## EXERCISE
Quote the data below in full, minus the images.

## Records from a collection
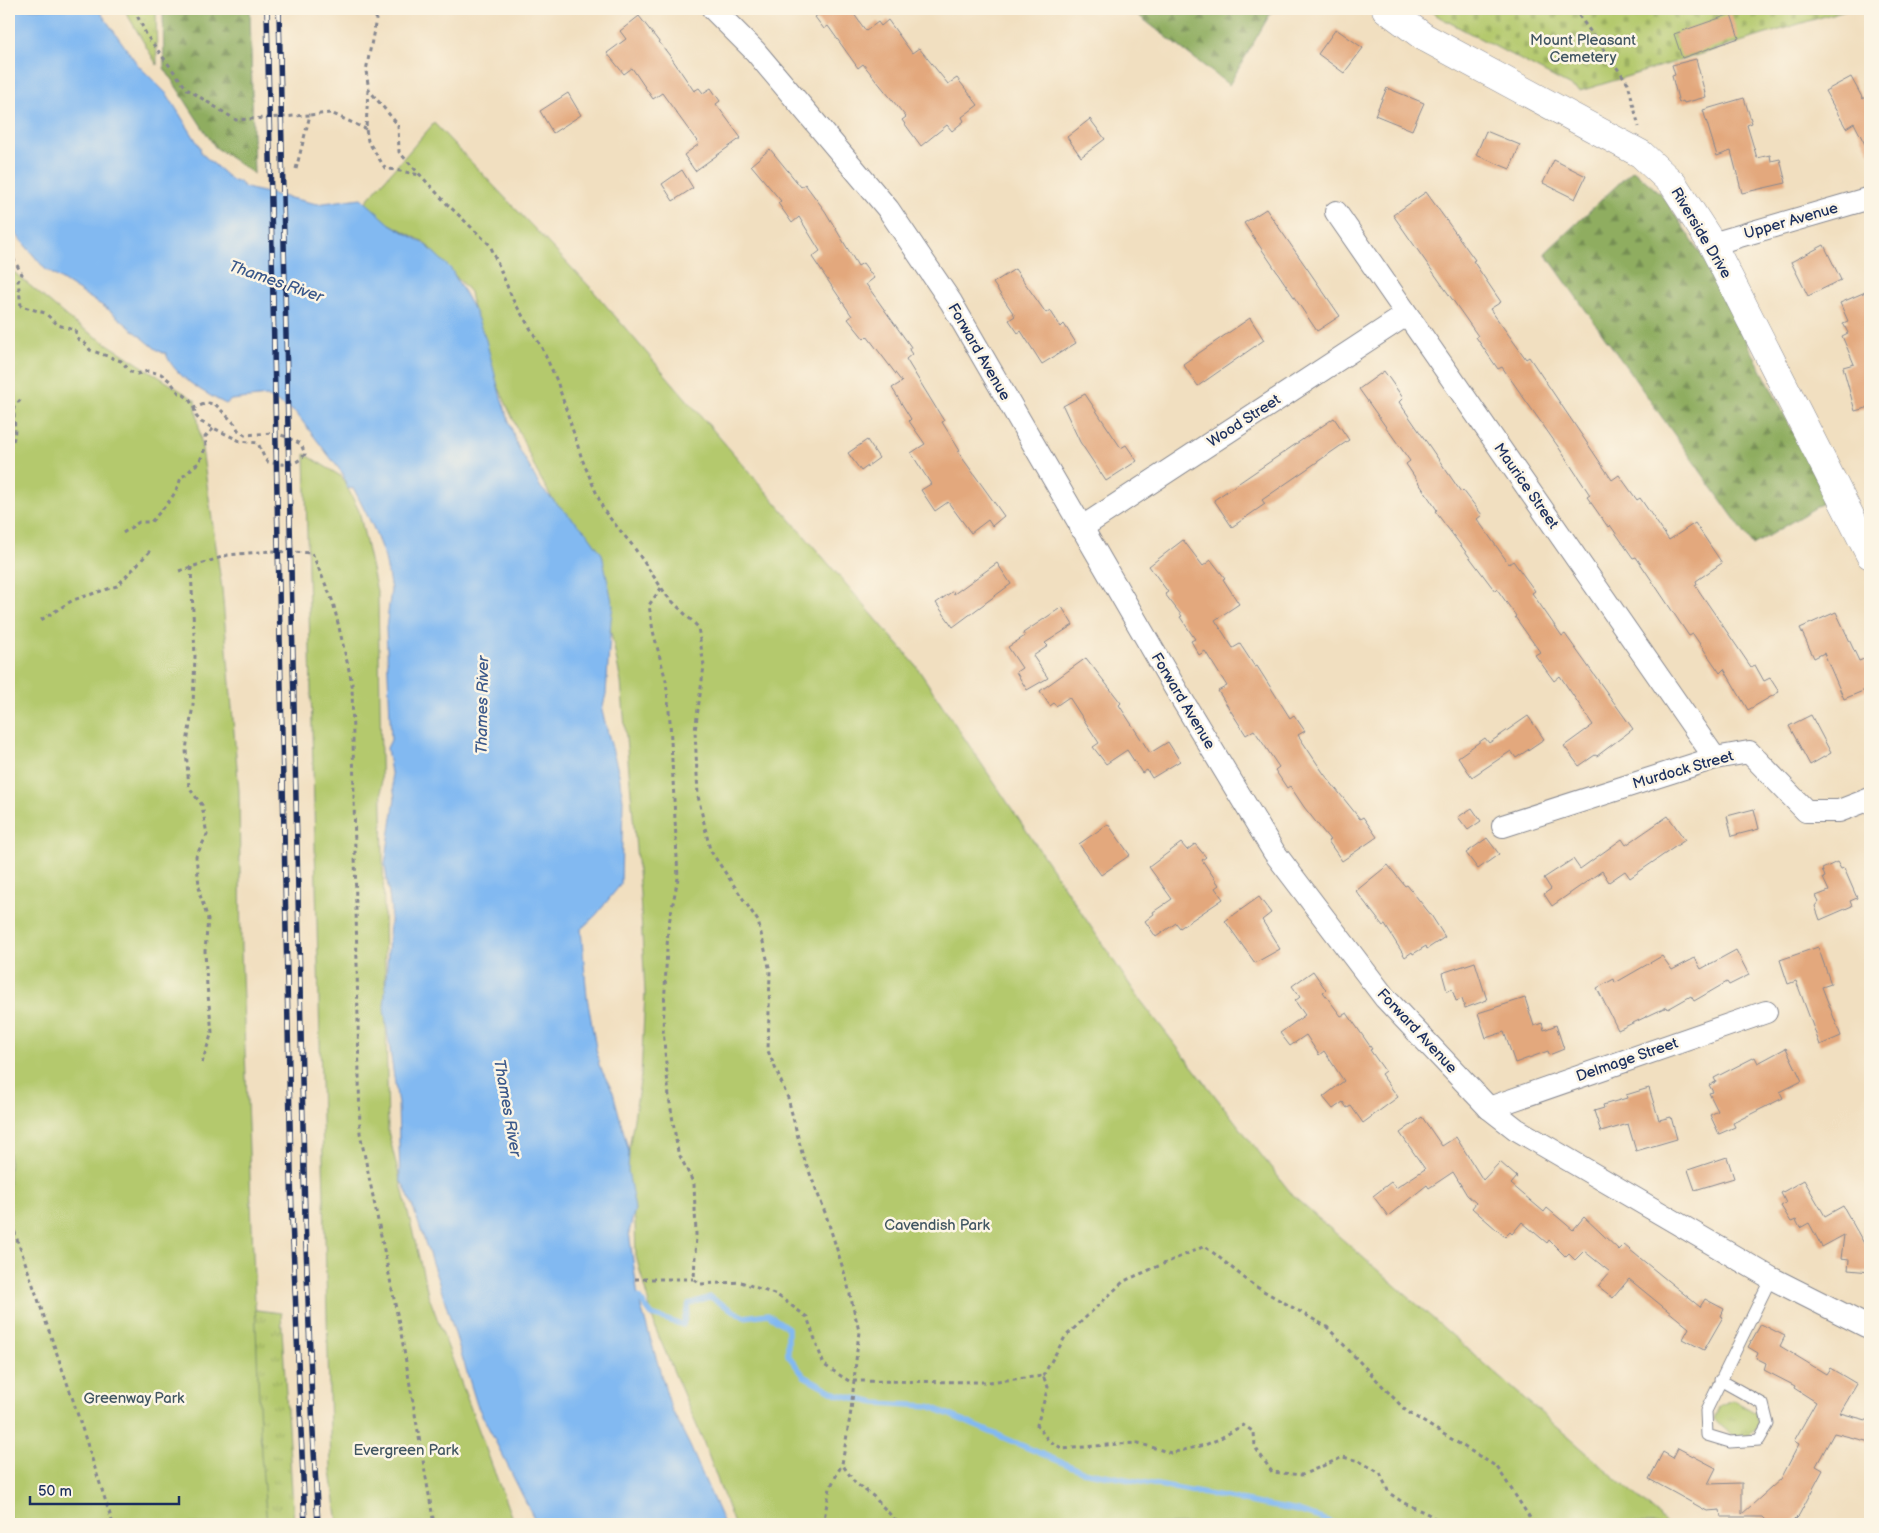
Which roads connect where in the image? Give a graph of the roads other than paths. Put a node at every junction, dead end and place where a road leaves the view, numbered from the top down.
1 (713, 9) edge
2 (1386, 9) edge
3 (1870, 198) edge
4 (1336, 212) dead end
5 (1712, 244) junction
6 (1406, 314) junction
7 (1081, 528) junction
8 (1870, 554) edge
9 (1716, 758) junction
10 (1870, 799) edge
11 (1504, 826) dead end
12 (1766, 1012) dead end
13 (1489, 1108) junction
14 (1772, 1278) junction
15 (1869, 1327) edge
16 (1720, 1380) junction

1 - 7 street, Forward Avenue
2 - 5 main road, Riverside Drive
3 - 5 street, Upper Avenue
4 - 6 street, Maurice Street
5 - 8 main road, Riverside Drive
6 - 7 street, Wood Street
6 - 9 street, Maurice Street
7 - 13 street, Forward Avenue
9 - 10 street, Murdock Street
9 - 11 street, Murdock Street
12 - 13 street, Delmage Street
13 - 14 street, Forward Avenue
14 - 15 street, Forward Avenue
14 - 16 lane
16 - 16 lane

## TASK RESULT
Which roads connect where in the image? Give a graph of the roads other than paths. Put a node at every junction, dead end and place where a road leaves the view, numbered from the top down.
1 (713, 9) edge
2 (1386, 9) edge
3 (1870, 198) edge
4 (1336, 212) dead end
5 (1712, 244) junction
6 (1406, 314) junction
7 (1081, 528) junction
8 (1870, 554) edge
9 (1716, 758) junction
10 (1870, 799) edge
11 (1504, 826) dead end
12 (1766, 1012) dead end
13 (1489, 1108) junction
14 (1772, 1278) junction
15 (1869, 1327) edge
16 (1720, 1380) junction

1 - 7 street, Forward Avenue
2 - 5 main road, Riverside Drive
3 - 5 street, Upper Avenue
4 - 6 street, Maurice Street
5 - 8 main road, Riverside Drive
6 - 7 street, Wood Street
6 - 9 street, Maurice Street
7 - 13 street, Forward Avenue
9 - 10 street, Murdock Street
9 - 11 street, Murdock Street
12 - 13 street, Delmage Street
13 - 14 street, Forward Avenue
14 - 15 street, Forward Avenue
14 - 16 lane
16 - 16 lane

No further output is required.